- Racing silks of Khalid Abdullah
- Sire: Zamindar
- Grandsire: Gone West
- Dam: Clepsydra
- Damsire: Sadler's Wells
- Sex: Mare
- Foaled: 7 February 2007
- Country: United Kingdom
- Colour: Bay
- Breeder: Juddmonte Farms
- Owner: Khalid Abdullah
- Trainer: Henry Cecil
- Record: 21: 6-5-3
- Earnings: £357,738

Major wins
- Montrose Stakes (2009) Sandringham Handicap (2010) James Seymour Stakes (2010) Warwickshire Oaks (2011) Falmouth Stakes (2011)

= Timepiece (horse) =

Thoroughbred racehorse

Timepiece (foaled 7 February 2007) is a British Thoroughbred racehorse and broodmare. In a racing career which lasted from September 2009 until September 2012 she won six of her twenty-one races and ran consistently well in top-class races over distances between one mile and ten furlongs.

Bred and owned by Khalid Abdullah and trained by Henry Cecil, Timepiece showed great promise as a juvenile in 2009 when she won two of her three races including the Montrose Stakes. In the following year she was regarded as a leading contender for The Oaks and although she finished only eighth in the classic she recorded significant victories in the Sandringham Handicap and the James Seymour Stakes.
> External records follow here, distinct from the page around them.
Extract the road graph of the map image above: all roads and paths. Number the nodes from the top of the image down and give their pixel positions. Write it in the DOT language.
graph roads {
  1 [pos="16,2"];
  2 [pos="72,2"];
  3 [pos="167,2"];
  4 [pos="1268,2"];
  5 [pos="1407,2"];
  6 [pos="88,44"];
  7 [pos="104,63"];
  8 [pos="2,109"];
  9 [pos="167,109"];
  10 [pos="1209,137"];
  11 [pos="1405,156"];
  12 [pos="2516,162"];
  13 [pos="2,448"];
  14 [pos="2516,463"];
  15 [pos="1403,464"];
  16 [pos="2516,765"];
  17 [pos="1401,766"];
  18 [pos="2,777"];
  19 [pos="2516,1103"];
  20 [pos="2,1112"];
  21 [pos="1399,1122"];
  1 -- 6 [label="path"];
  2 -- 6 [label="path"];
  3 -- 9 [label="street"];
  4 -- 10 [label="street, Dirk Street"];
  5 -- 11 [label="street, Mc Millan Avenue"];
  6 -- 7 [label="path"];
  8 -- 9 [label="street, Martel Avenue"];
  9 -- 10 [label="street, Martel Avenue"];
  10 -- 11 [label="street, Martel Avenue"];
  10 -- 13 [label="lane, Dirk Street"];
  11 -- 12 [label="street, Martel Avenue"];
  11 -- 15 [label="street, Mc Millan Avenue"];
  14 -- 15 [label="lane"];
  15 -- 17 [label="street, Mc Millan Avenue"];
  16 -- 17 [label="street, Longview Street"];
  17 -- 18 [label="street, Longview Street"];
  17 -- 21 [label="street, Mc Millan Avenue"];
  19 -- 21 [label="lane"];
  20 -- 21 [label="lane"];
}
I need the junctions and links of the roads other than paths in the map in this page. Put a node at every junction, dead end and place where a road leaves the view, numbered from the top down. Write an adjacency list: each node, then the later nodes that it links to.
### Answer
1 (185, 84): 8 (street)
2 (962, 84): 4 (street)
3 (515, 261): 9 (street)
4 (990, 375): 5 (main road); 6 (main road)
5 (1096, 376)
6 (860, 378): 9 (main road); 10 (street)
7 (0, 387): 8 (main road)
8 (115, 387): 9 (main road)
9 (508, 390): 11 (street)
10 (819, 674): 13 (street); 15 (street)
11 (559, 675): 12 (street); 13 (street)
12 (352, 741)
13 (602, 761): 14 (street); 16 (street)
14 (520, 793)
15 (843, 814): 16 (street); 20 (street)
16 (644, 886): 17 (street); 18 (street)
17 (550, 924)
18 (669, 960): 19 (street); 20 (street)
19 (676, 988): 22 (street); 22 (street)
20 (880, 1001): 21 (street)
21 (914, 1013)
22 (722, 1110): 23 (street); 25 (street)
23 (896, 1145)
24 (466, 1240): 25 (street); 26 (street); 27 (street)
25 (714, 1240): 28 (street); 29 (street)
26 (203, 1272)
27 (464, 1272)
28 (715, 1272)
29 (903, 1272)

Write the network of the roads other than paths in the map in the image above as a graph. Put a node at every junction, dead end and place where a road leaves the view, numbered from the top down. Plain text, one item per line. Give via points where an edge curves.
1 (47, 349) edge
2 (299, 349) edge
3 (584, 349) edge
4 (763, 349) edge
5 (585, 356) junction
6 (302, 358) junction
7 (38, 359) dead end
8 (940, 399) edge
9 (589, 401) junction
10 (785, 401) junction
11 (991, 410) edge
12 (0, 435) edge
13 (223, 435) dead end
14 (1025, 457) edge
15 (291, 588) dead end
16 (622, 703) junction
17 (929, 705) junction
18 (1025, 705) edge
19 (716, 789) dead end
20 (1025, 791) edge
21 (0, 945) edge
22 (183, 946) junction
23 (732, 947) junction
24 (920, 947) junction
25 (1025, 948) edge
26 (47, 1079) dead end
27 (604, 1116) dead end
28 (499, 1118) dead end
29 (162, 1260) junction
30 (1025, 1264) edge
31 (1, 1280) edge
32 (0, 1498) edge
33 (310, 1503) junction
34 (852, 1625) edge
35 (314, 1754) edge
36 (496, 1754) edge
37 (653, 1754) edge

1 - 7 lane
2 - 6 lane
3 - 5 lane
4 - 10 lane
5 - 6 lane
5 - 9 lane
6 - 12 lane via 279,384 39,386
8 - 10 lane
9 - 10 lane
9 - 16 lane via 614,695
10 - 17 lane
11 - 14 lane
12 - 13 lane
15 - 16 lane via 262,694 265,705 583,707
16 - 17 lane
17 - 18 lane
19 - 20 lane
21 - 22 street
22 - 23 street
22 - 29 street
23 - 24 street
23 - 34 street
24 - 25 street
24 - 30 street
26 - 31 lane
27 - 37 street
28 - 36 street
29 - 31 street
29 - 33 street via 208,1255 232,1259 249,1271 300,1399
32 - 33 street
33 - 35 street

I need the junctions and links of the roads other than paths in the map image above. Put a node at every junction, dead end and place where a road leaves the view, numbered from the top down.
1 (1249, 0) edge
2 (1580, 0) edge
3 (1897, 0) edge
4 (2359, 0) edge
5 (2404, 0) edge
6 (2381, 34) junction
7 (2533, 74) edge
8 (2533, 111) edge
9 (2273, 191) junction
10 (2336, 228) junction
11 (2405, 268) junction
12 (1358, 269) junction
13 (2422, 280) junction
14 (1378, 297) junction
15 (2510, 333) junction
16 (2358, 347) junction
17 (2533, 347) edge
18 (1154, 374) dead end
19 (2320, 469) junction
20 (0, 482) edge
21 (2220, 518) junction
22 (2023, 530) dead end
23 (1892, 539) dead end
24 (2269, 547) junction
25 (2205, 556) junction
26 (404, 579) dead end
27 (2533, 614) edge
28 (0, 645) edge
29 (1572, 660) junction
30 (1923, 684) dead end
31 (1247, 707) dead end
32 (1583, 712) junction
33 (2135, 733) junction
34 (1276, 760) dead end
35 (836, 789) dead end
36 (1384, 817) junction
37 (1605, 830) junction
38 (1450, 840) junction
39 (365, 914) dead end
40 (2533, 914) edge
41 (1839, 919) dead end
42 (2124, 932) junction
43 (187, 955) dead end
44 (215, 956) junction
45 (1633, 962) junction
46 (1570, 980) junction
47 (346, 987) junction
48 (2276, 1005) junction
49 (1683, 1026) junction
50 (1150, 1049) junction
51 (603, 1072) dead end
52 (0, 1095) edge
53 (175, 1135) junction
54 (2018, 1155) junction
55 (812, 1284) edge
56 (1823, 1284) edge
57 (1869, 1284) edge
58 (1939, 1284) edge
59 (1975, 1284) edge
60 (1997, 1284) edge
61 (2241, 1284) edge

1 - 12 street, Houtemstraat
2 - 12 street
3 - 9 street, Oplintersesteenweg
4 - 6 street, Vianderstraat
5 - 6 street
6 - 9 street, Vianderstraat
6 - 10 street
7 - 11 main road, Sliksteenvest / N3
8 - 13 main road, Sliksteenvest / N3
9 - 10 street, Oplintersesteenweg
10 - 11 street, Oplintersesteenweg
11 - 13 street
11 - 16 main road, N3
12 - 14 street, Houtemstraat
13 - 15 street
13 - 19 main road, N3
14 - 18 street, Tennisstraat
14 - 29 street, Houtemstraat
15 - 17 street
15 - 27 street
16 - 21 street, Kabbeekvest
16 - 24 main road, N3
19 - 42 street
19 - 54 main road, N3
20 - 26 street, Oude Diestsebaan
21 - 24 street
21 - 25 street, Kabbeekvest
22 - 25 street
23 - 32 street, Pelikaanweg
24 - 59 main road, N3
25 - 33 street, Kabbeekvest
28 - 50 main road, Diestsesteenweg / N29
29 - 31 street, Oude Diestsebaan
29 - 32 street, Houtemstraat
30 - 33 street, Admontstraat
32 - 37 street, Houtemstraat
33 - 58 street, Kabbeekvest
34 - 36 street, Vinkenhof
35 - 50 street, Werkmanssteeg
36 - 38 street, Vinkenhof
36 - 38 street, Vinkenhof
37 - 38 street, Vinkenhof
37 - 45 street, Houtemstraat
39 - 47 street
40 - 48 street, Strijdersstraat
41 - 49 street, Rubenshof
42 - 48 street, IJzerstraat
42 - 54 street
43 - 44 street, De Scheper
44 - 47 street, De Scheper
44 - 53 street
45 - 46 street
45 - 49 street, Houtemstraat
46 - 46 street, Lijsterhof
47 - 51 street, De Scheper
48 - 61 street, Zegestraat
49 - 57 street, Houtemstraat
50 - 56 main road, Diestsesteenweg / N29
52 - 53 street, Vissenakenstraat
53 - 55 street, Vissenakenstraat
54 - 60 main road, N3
She reached her peak as a four-year-old in 2011 when she followed up a win in the Warwickshire Oaks with a career-best performance to win the Group One Falmouth Stakes, as well as finishing second in the Prix Jean Romanet and third in the Prix Rothschild. In 2012 Timepiece finished second in the Nassau Stakes and third in the Prix Jean Romanet before being retired from racing at the end of the year.

==Background==
Timepiece is a bay mare with a broad white blaze and four long white socks bred by her owner Khalid Abdullah's Juddmonte Farms. Her sire Zamindar was a full-brother to Zafonic and recorded his biggest win in the Group Three Prix de Cabourg. He became a very successful sire of fillies, with his offspring including the multiple Group One winners Zarkava and Darjina. Timepiece's dam Clepsydra showed modest ability, winning one minor race at Epsom Racecourse from six starts but was a successful broodmare who produced several other winners including Passage of Time (Grand Prix de Saint-Cloud). She was a great-granddaughter of the American broodmare Aunt Tilt, a half sister of Damascus. The name "Timepiece" appears to be a reference to Clepsydra, which is the name of Greek water clock.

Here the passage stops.